» TASK MATERIAL
▶

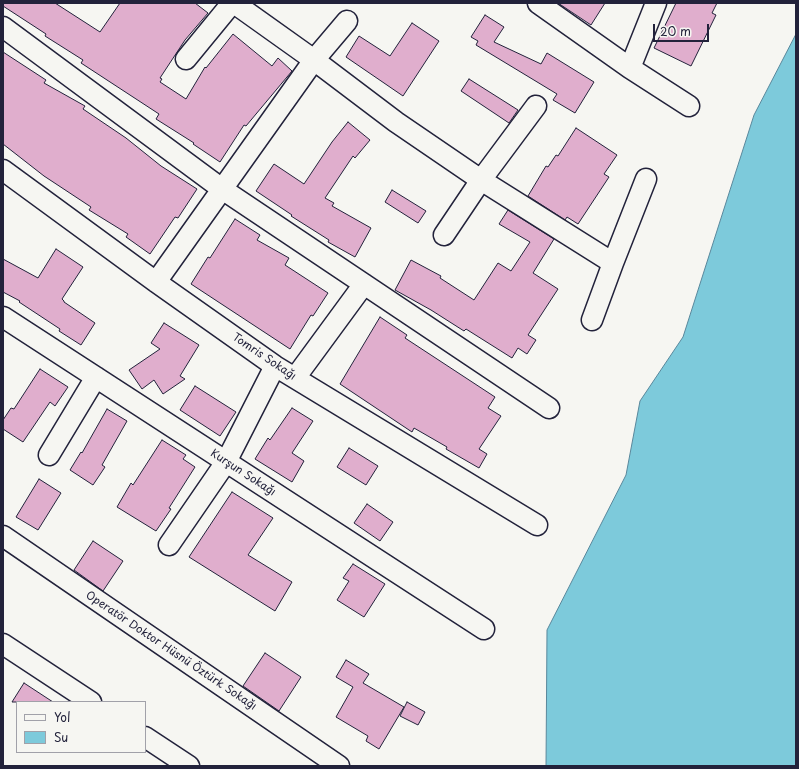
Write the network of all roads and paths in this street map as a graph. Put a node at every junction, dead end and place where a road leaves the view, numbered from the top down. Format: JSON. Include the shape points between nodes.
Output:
{"nodes":[{"id":1,"x":233,"y":3,"type":"edge"},
{"id":2,"x":538,"y":3,"type":"edge"},
{"id":3,"x":656,"y":3,"type":"edge"},
{"id":4,"x":347,"y":20,"type":"dead end"},
{"id":5,"x":3,"y":27,"type":"edge"},
{"id":6,"x":186,"y":59,"type":"dead end"},
{"id":7,"x":314,"y":60,"type":"junction"},
{"id":8,"x":630,"y":68,"type":"junction"},
{"id":9,"x":536,"y":106,"type":"dead end"},
{"id":10,"x":689,"y":106,"type":"dead end"},
{"id":11,"x":3,"y":170,"type":"edge"},
{"id":12,"x":646,"y":179,"type":"dead end"},
{"id":13,"x":481,"y":180,"type":"junction"},
{"id":14,"x":222,"y":189,"type":"junction"},
{"id":15,"x":444,"y":235,"type":"dead end"},
{"id":16,"x":613,"y":263,"type":"junction"},
{"id":17,"x":156,"y":282,"type":"junction"},
{"id":18,"x":364,"y":284,"type":"junction"},
{"id":19,"x":3,"y":317,"type":"edge"},
{"id":20,"x":592,"y":320,"type":"dead end"},
{"id":21,"x":276,"y":366,"type":"junction"},
{"id":22,"x":96,"y":377,"type":"junction"},
{"id":23,"x":295,"y":378,"type":"junction"},
{"id":24,"x":549,"y":408,"type":"dead end"},
{"id":25,"x":49,"y":455,"type":"dead end"},
{"id":26,"x":226,"y":462,"type":"junction"},
{"id":27,"x":537,"y":525,"type":"dead end"},
{"id":28,"x":3,"y":536,"type":"edge"},
{"id":29,"x":169,"y":545,"type":"dead end"},
{"id":30,"x":484,"y":629,"type":"dead end"},
{"id":31,"x":3,"y":644,"type":"edge"},
{"id":32,"x":89,"y":701,"type":"edge"},
{"id":33,"x":146,"y":738,"type":"edge"},
{"id":34,"x":189,"y":766,"type":"edge"},
{"id":35,"x":339,"y":766,"type":"edge"}],
"edges":[{"from":1,"to":6,"type":"street"},
{"from":1,"to":7,"type":"street"},
{"from":2,"to":8,"type":"street"},
{"from":3,"to":8,"type":"street"},
{"from":4,"to":7,"type":"street"},
{"from":5,"to":14,"type":"street"},
{"from":7,"to":13,"type":"street","via":[[396,122]]},
{"from":7,"to":14,"type":"street"},
{"from":8,"to":10,"type":"street"},
{"from":9,"to":13,"type":"street"},
{"from":11,"to":17,"type":"street","name":"Tomris Sokağı"},
{"from":12,"to":16,"type":"street"},
{"from":13,"to":15,"type":"street"},
{"from":13,"to":16,"type":"street"},
{"from":14,"to":17,"type":"street"},
{"from":14,"to":18,"type":"street"},
{"from":16,"to":20,"type":"street"},
{"from":17,"to":21,"type":"street","name":"Tomris Sokağı"},
{"from":18,"to":23,"type":"street"},
{"from":18,"to":24,"type":"street"},
{"from":19,"to":22,"type":"street","name":"Kurşun Sokağı"},
{"from":21,"to":23,"type":"street","name":"Tomris Sokağı"},
{"from":21,"to":26,"type":"street"},
{"from":22,"to":25,"type":"street"},
{"from":22,"to":26,"type":"street","name":"Kurşun Sokağı"},
{"from":23,"to":27,"type":"street","name":"Tomris Sokağı"},
{"from":26,"to":29,"type":"street"},
{"from":26,"to":30,"type":"street","name":"Kurşun Sokağı"},
{"from":28,"to":35,"type":"street","name":"Operatör Doktor Hüsnü Öztürk Sokağı"},
{"from":31,"to":32,"type":"street"},
{"from":33,"to":34,"type":"street"}]}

◀

» WHAT TO DO
Transcribe the complete set of entries verbatim. No pictures belong in the copy.

» EXERCISE OUTPUT
Write the network of all roads and paths in this street map as a graph. Put a node at every junction, dead end and place where a road leaves the view, numbered from the top down. Format: JSON. Include the shape points between nodes.
Output:
{"nodes":[{"id":1,"x":233,"y":3,"type":"edge"},
{"id":2,"x":538,"y":3,"type":"edge"},
{"id":3,"x":656,"y":3,"type":"edge"},
{"id":4,"x":347,"y":20,"type":"dead end"},
{"id":5,"x":3,"y":27,"type":"edge"},
{"id":6,"x":186,"y":59,"type":"dead end"},
{"id":7,"x":314,"y":60,"type":"junction"},
{"id":8,"x":630,"y":68,"type":"junction"},
{"id":9,"x":536,"y":106,"type":"dead end"},
{"id":10,"x":689,"y":106,"type":"dead end"},
{"id":11,"x":3,"y":170,"type":"edge"},
{"id":12,"x":646,"y":179,"type":"dead end"},
{"id":13,"x":481,"y":180,"type":"junction"},
{"id":14,"x":222,"y":189,"type":"junction"},
{"id":15,"x":444,"y":235,"type":"dead end"},
{"id":16,"x":613,"y":263,"type":"junction"},
{"id":17,"x":156,"y":282,"type":"junction"},
{"id":18,"x":364,"y":284,"type":"junction"},
{"id":19,"x":3,"y":317,"type":"edge"},
{"id":20,"x":592,"y":320,"type":"dead end"},
{"id":21,"x":276,"y":366,"type":"junction"},
{"id":22,"x":96,"y":377,"type":"junction"},
{"id":23,"x":295,"y":378,"type":"junction"},
{"id":24,"x":549,"y":408,"type":"dead end"},
{"id":25,"x":49,"y":455,"type":"dead end"},
{"id":26,"x":226,"y":462,"type":"junction"},
{"id":27,"x":537,"y":525,"type":"dead end"},
{"id":28,"x":3,"y":536,"type":"edge"},
{"id":29,"x":169,"y":545,"type":"dead end"},
{"id":30,"x":484,"y":629,"type":"dead end"},
{"id":31,"x":3,"y":644,"type":"edge"},
{"id":32,"x":89,"y":701,"type":"edge"},
{"id":33,"x":146,"y":738,"type":"edge"},
{"id":34,"x":189,"y":766,"type":"edge"},
{"id":35,"x":339,"y":766,"type":"edge"}],
"edges":[{"from":1,"to":6,"type":"street"},
{"from":1,"to":7,"type":"street"},
{"from":2,"to":8,"type":"street"},
{"from":3,"to":8,"type":"street"},
{"from":4,"to":7,"type":"street"},
{"from":5,"to":14,"type":"street"},
{"from":7,"to":13,"type":"street","via":[[396,122]]},
{"from":7,"to":14,"type":"street"},
{"from":8,"to":10,"type":"street"},
{"from":9,"to":13,"type":"street"},
{"from":11,"to":17,"type":"street","name":"Tomris Sokağı"},
{"from":12,"to":16,"type":"street"},
{"from":13,"to":15,"type":"street"},
{"from":13,"to":16,"type":"street"},
{"from":14,"to":17,"type":"street"},
{"from":14,"to":18,"type":"street"},
{"from":16,"to":20,"type":"street"},
{"from":17,"to":21,"type":"street","name":"Tomris Sokağı"},
{"from":18,"to":23,"type":"street"},
{"from":18,"to":24,"type":"street"},
{"from":19,"to":22,"type":"street","name":"Kurşun Sokağı"},
{"from":21,"to":23,"type":"street","name":"Tomris Sokağı"},
{"from":21,"to":26,"type":"street"},
{"from":22,"to":25,"type":"street"},
{"from":22,"to":26,"type":"street","name":"Kurşun Sokağı"},
{"from":23,"to":27,"type":"street","name":"Tomris Sokağı"},
{"from":26,"to":29,"type":"street"},
{"from":26,"to":30,"type":"street","name":"Kurşun Sokağı"},
{"from":28,"to":35,"type":"street","name":"Operatör Doktor Hüsnü Öztürk Sokağı"},
{"from":31,"to":32,"type":"street"},
{"from":33,"to":34,"type":"street"}]}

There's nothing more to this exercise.